Required action:
Which lines of the records below contain the word "numbered"? Report each of them in full.
───── The data
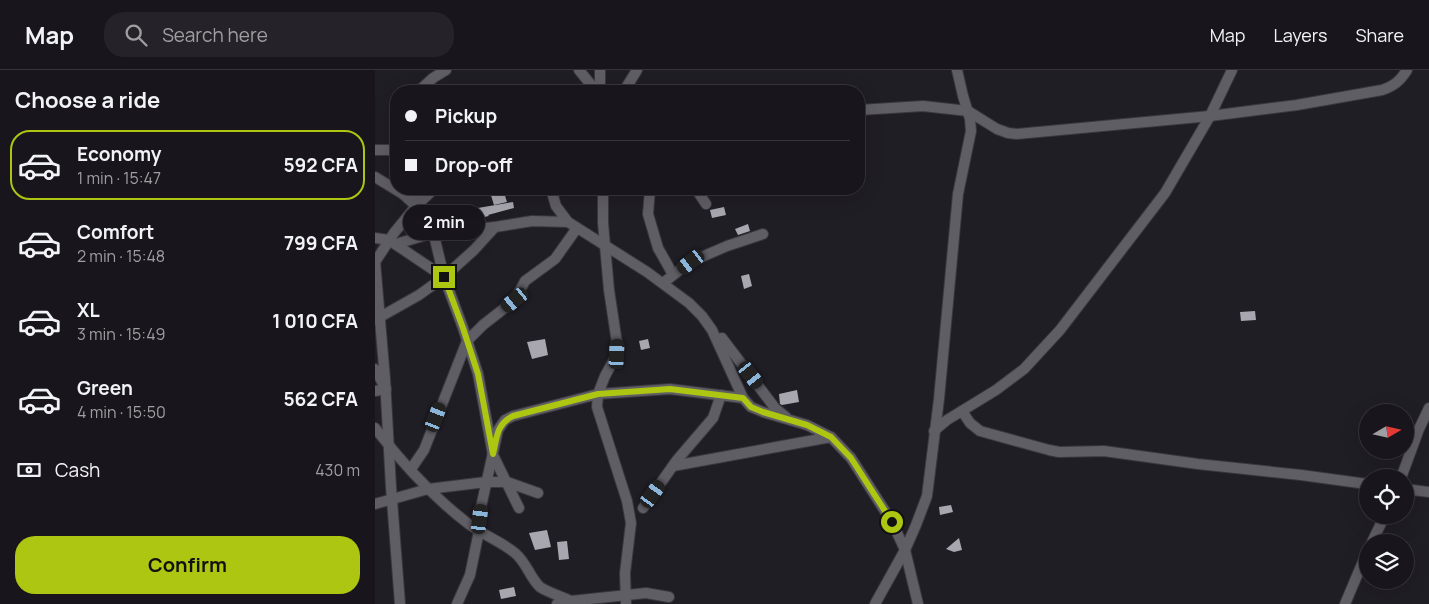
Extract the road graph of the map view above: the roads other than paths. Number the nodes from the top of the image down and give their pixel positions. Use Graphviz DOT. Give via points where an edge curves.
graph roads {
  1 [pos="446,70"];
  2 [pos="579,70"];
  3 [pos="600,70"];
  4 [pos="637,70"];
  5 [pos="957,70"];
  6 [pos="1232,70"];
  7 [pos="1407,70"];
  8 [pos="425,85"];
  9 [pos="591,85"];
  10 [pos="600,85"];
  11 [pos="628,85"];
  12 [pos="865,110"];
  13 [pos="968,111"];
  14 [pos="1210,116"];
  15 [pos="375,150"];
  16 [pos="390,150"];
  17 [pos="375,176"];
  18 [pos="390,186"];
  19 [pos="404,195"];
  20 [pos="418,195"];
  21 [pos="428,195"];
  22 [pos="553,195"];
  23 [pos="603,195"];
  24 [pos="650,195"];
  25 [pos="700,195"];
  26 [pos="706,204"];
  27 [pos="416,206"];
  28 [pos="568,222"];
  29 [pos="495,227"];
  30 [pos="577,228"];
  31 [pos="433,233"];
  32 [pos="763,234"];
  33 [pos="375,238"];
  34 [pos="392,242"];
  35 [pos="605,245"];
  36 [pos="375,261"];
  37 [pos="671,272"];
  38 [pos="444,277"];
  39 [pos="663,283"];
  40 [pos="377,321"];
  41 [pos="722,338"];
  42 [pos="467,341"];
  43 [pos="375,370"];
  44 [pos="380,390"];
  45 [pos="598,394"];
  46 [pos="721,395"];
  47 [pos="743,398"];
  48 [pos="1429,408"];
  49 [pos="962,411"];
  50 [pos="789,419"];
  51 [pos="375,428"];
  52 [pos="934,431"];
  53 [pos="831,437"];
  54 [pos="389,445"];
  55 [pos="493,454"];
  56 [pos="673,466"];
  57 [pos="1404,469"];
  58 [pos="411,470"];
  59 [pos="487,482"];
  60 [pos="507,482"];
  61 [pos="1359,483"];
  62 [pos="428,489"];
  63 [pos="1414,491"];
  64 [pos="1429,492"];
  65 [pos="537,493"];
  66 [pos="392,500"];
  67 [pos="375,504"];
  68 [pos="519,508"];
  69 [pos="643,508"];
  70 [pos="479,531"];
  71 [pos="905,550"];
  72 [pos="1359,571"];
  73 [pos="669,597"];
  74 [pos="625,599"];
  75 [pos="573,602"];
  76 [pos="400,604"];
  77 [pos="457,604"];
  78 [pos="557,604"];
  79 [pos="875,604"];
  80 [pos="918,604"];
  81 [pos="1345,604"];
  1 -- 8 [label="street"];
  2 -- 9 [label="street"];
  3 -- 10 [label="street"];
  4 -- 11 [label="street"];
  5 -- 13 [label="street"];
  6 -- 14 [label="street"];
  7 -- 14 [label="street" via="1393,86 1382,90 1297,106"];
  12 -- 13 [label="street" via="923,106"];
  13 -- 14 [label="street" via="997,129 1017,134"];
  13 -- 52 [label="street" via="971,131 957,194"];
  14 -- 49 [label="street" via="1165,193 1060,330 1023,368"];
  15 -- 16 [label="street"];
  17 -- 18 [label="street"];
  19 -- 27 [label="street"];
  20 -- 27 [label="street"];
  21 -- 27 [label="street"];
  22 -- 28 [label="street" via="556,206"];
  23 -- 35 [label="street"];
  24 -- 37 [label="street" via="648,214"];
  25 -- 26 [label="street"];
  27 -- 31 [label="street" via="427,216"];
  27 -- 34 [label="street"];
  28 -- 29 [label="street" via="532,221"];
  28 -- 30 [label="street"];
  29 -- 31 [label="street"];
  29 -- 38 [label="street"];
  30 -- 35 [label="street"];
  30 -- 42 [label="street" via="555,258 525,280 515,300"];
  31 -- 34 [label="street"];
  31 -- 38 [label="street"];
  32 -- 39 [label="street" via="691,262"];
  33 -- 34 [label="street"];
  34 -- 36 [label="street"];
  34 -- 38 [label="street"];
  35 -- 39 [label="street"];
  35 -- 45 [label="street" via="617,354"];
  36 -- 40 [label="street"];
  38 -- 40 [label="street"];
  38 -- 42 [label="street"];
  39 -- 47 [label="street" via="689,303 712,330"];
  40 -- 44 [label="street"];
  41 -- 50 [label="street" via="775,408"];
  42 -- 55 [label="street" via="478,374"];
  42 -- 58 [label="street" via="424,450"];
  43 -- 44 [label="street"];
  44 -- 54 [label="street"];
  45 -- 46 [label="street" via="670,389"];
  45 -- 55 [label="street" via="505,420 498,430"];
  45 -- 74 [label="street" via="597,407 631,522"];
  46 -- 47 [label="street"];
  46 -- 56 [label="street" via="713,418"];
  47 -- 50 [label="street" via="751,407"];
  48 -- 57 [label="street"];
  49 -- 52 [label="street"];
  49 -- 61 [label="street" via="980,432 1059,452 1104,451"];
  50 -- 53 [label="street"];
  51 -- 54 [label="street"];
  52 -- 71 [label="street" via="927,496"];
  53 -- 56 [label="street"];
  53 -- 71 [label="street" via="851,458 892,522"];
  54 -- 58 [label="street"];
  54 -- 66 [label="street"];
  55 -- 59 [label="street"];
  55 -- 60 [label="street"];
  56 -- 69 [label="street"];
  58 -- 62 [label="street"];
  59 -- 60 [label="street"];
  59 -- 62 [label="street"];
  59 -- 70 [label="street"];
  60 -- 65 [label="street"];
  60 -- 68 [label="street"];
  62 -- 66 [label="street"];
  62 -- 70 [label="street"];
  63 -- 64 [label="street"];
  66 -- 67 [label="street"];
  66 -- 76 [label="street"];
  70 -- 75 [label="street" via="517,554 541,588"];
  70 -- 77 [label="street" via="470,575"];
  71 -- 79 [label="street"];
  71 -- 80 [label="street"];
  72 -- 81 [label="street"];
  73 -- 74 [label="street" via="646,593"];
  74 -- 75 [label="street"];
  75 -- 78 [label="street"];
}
──────────
───── The data
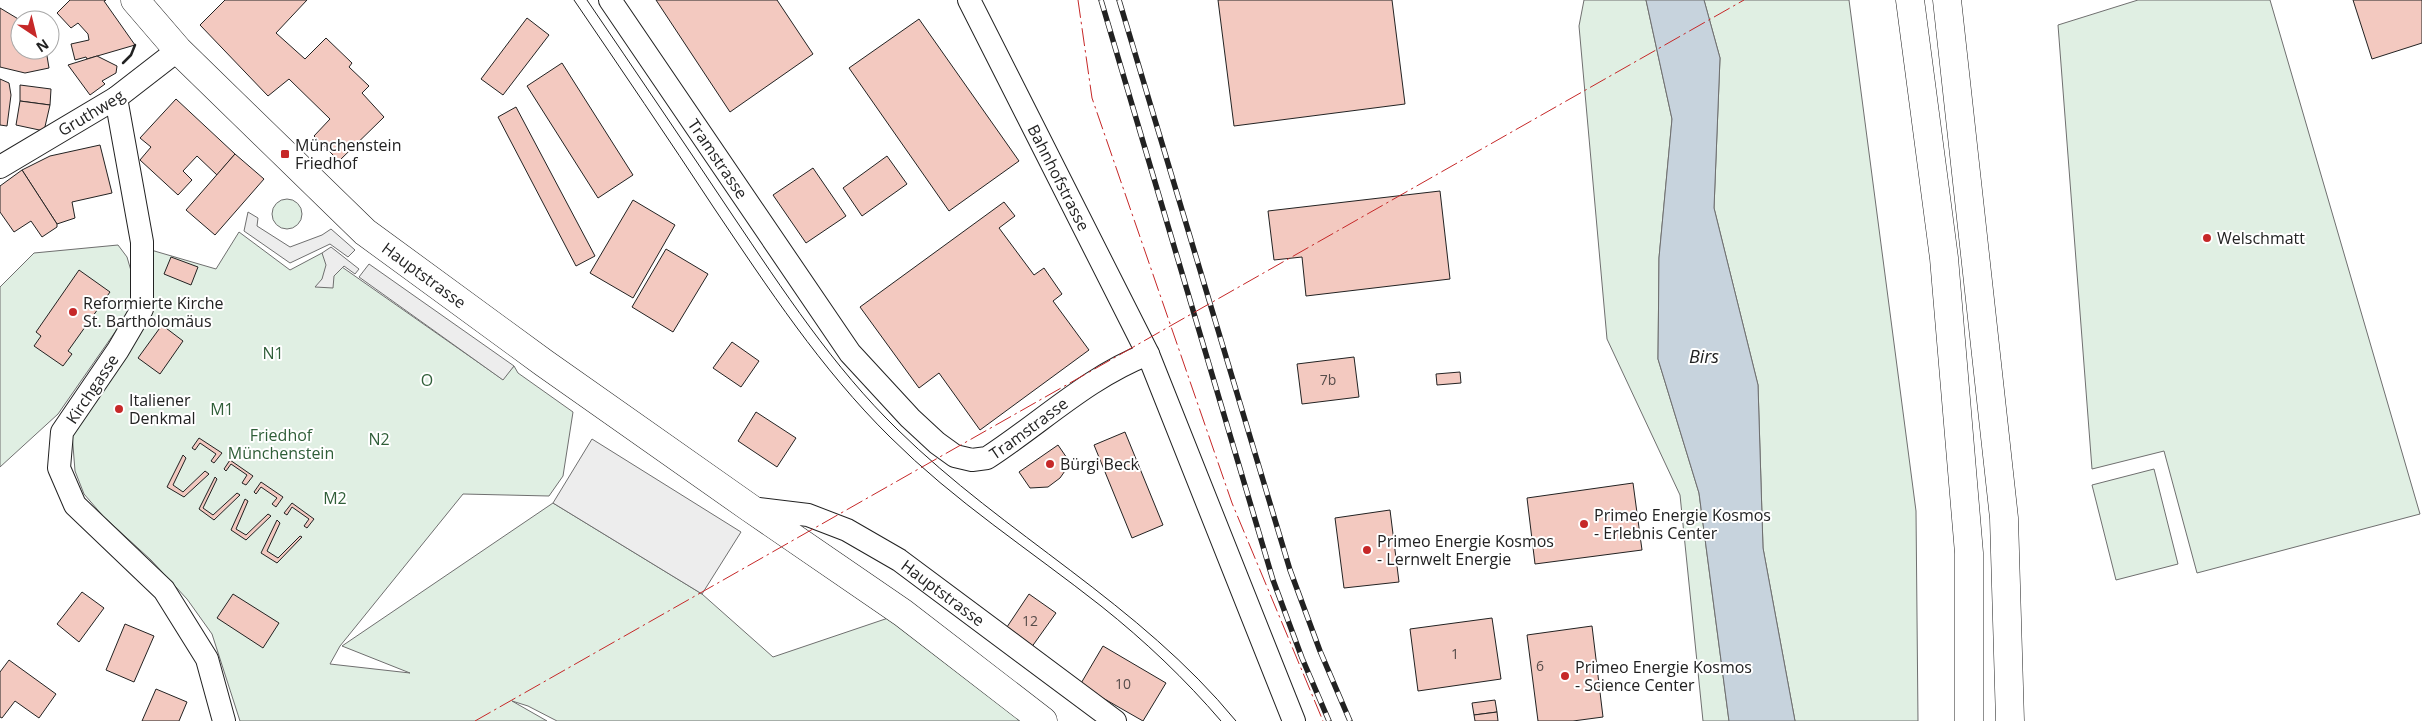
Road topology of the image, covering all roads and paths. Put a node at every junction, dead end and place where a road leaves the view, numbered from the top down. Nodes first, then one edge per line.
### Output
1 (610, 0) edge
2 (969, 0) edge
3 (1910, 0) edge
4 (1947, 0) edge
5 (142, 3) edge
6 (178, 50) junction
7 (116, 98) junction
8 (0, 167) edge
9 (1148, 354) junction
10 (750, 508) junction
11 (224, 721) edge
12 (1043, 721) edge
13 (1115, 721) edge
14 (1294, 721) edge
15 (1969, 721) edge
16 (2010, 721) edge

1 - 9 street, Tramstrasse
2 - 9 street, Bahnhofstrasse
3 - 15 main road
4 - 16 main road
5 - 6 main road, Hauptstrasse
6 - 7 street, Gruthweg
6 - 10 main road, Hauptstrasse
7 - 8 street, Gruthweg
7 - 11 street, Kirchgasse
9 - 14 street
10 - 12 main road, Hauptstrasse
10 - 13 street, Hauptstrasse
──────────
───── The data
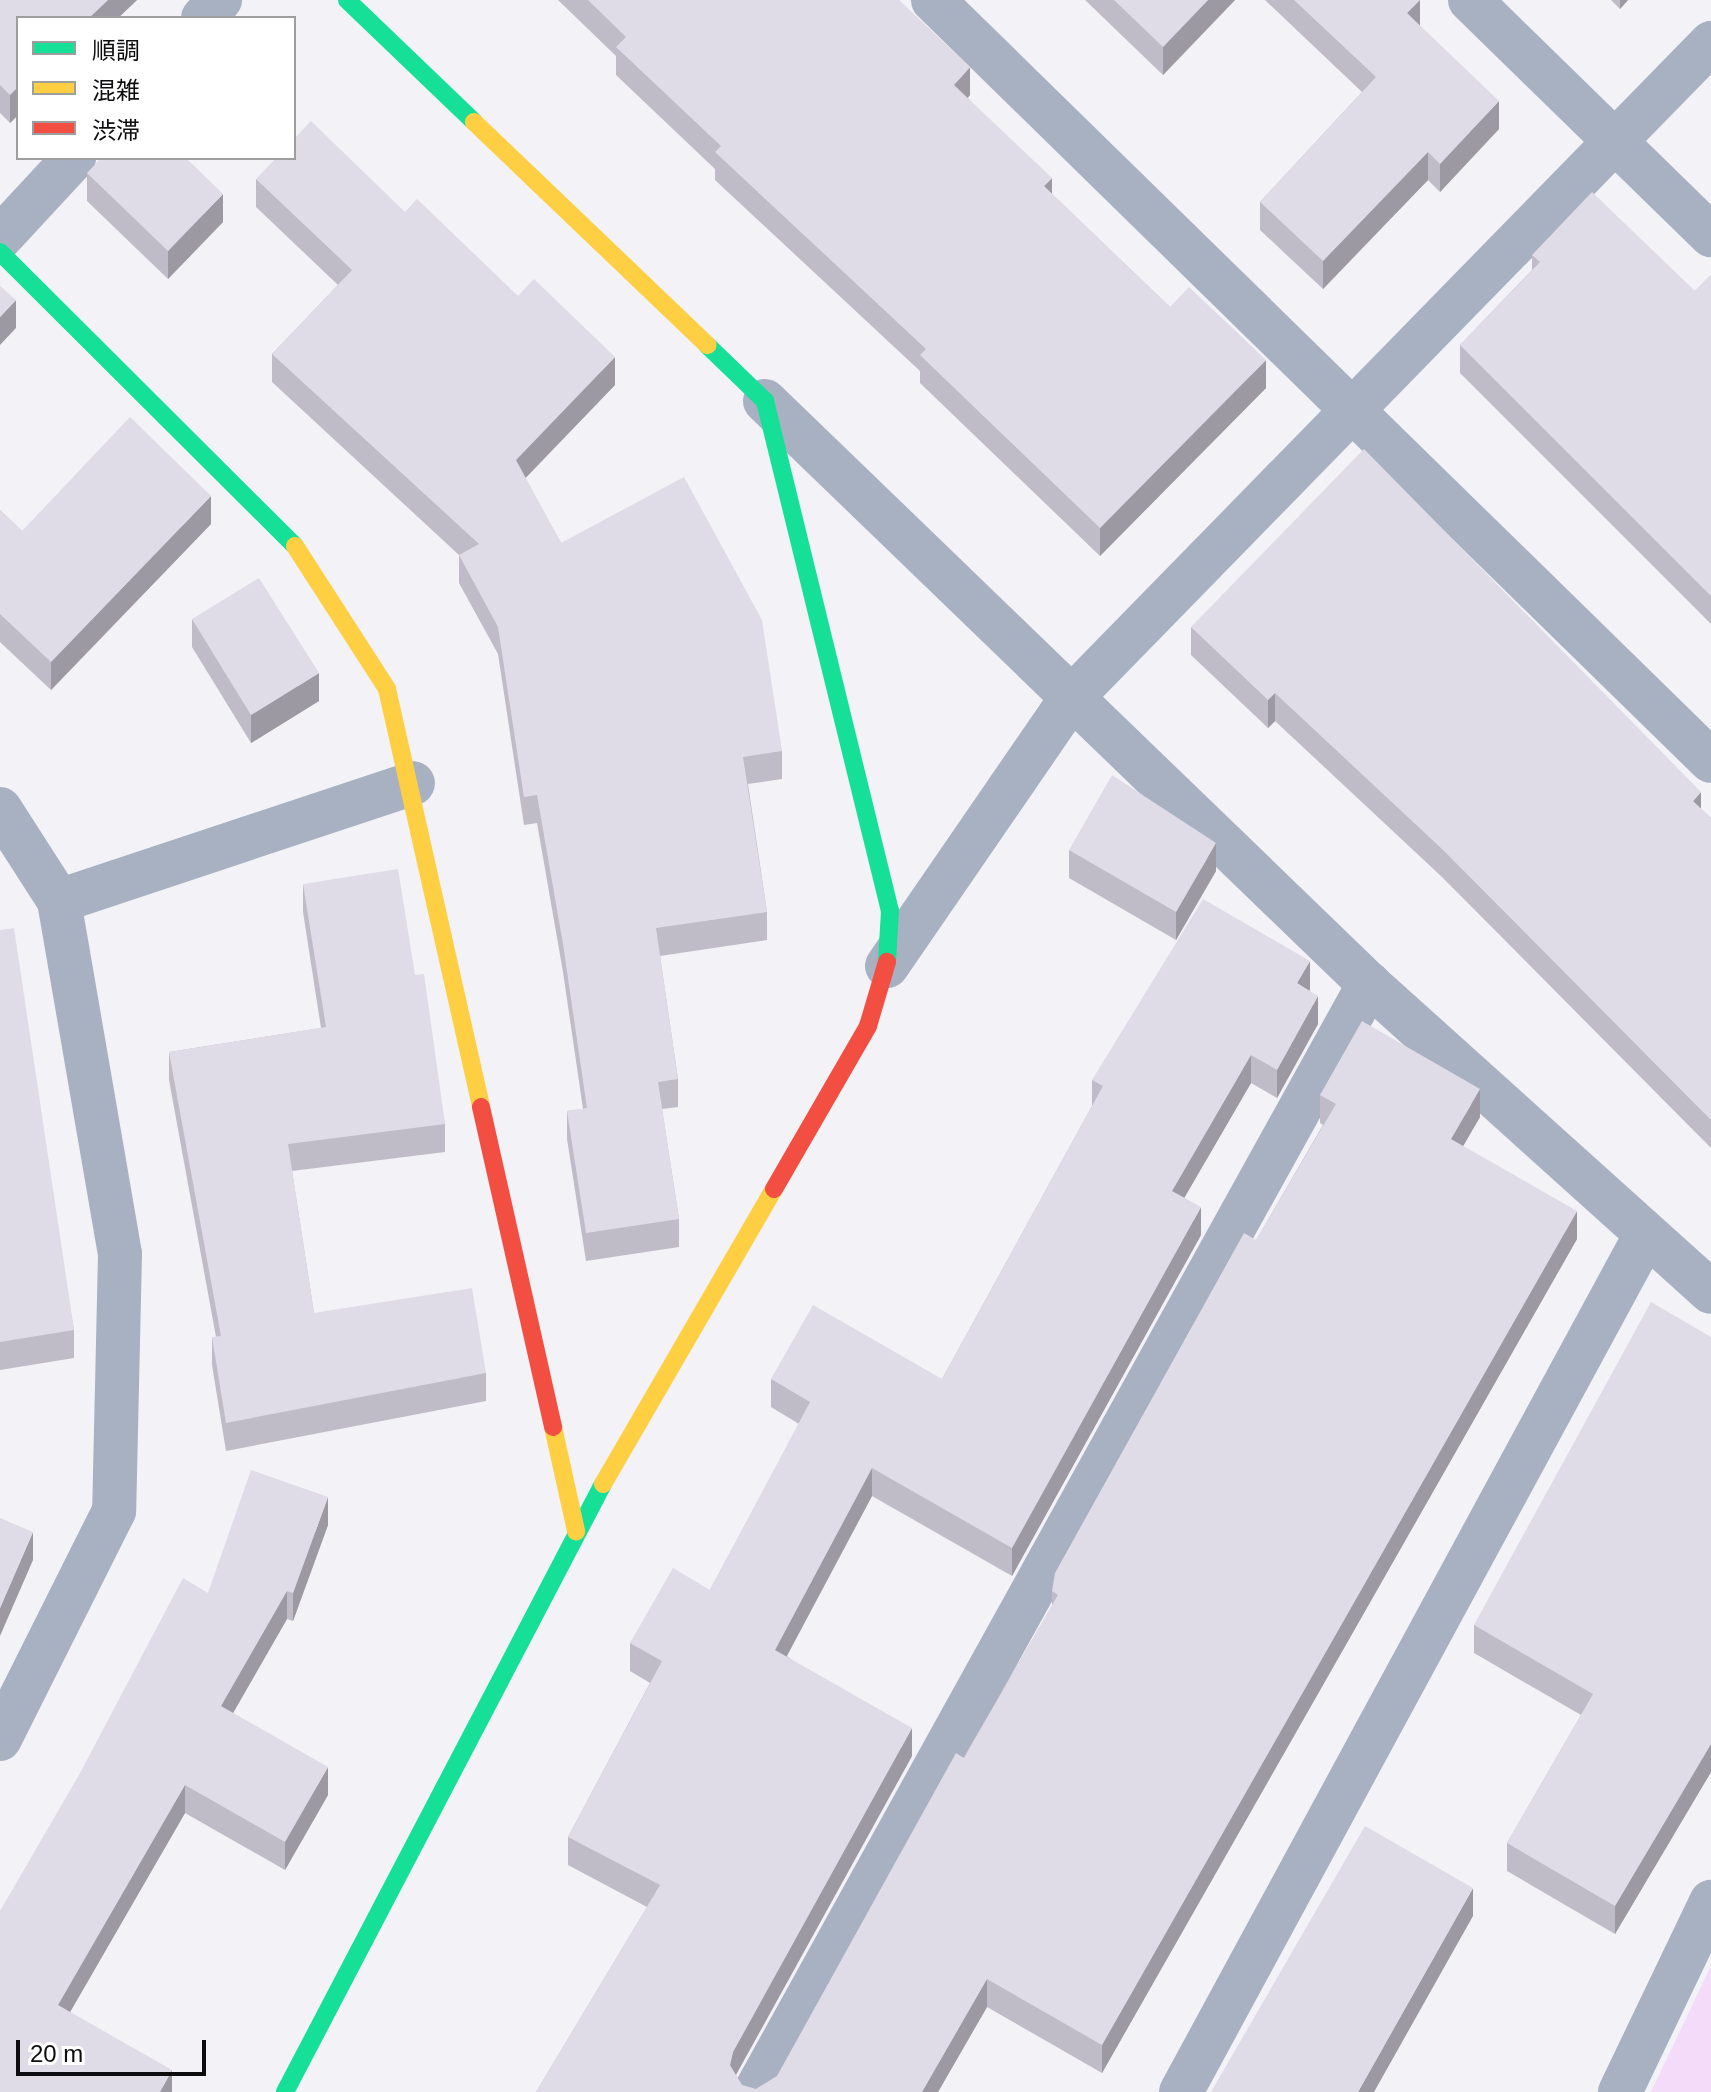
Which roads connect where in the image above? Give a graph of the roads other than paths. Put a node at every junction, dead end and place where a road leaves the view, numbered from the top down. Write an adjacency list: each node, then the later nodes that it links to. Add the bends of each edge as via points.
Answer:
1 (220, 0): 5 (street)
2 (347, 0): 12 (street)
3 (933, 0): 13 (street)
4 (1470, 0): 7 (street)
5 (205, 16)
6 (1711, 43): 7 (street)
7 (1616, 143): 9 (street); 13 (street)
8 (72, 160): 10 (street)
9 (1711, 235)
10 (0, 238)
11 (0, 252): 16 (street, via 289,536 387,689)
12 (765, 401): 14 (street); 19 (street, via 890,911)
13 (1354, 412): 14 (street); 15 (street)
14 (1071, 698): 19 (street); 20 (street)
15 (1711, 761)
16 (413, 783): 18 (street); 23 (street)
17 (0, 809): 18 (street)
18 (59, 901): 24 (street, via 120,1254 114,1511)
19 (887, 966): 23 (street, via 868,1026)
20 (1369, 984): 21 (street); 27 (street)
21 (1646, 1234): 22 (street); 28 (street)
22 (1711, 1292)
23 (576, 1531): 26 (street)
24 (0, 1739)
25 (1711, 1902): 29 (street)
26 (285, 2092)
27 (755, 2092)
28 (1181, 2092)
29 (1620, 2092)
──────────
Task answer:
Road topology of the image, covering all roads and paths. Put a node at every junction, dead end and place where a road leaves the view, numbered from the top down. Nodes first, then one edge per line.
Which roads connect where in the image above? Give a graph of the roads other than paths. Put a node at every junction, dead end and place where a road leaves the view, numbered from the top down. Write an adjacency list: each node, then the later nodes that it links to. Add the bends of each edge as via points.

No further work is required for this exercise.